#### Task brief
Below are records; how many of their lines hold the string "pinky"? Reply with nothing but the number.

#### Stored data
■ ■ ■ ■ ■

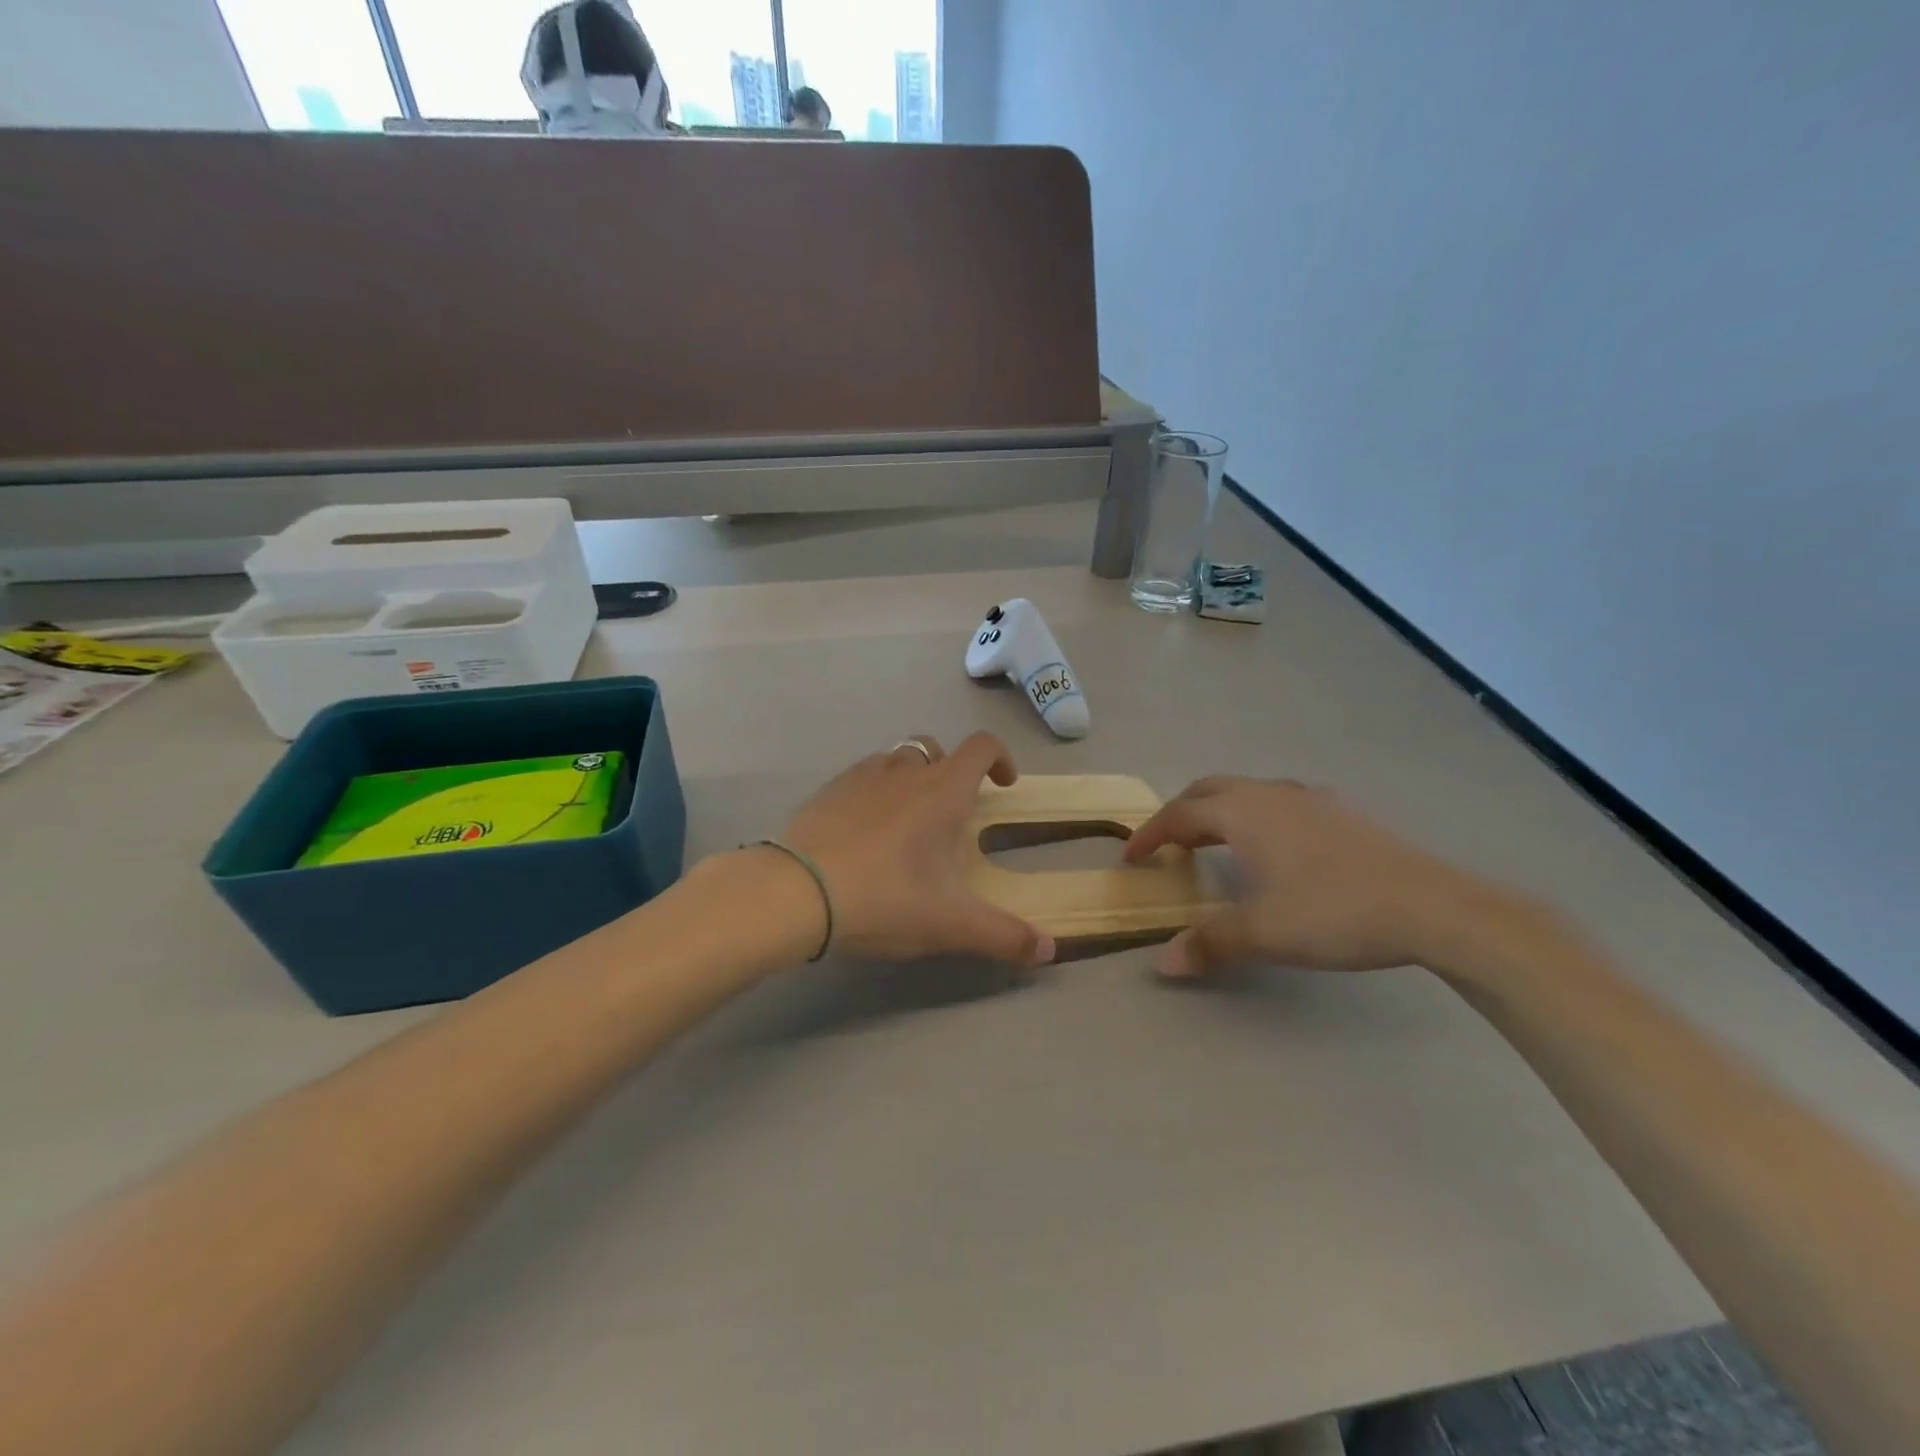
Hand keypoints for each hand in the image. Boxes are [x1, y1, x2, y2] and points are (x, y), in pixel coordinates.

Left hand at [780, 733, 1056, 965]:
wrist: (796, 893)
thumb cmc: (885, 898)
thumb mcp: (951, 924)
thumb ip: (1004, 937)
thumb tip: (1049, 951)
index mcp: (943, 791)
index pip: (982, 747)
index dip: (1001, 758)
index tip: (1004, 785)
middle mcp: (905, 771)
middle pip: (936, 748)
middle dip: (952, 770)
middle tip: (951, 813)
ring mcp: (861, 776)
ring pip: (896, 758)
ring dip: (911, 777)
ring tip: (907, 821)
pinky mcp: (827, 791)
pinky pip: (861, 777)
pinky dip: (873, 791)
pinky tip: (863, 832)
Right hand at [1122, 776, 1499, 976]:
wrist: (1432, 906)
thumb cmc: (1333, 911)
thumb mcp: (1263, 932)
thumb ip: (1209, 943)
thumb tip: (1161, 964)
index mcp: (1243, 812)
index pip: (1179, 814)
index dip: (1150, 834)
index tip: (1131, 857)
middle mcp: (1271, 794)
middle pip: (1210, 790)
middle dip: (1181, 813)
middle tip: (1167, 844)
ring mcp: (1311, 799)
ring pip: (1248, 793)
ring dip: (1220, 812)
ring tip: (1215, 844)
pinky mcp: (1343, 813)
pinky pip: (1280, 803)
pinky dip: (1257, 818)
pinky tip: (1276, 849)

■ ■ ■ ■ ■

#### Output of the task
8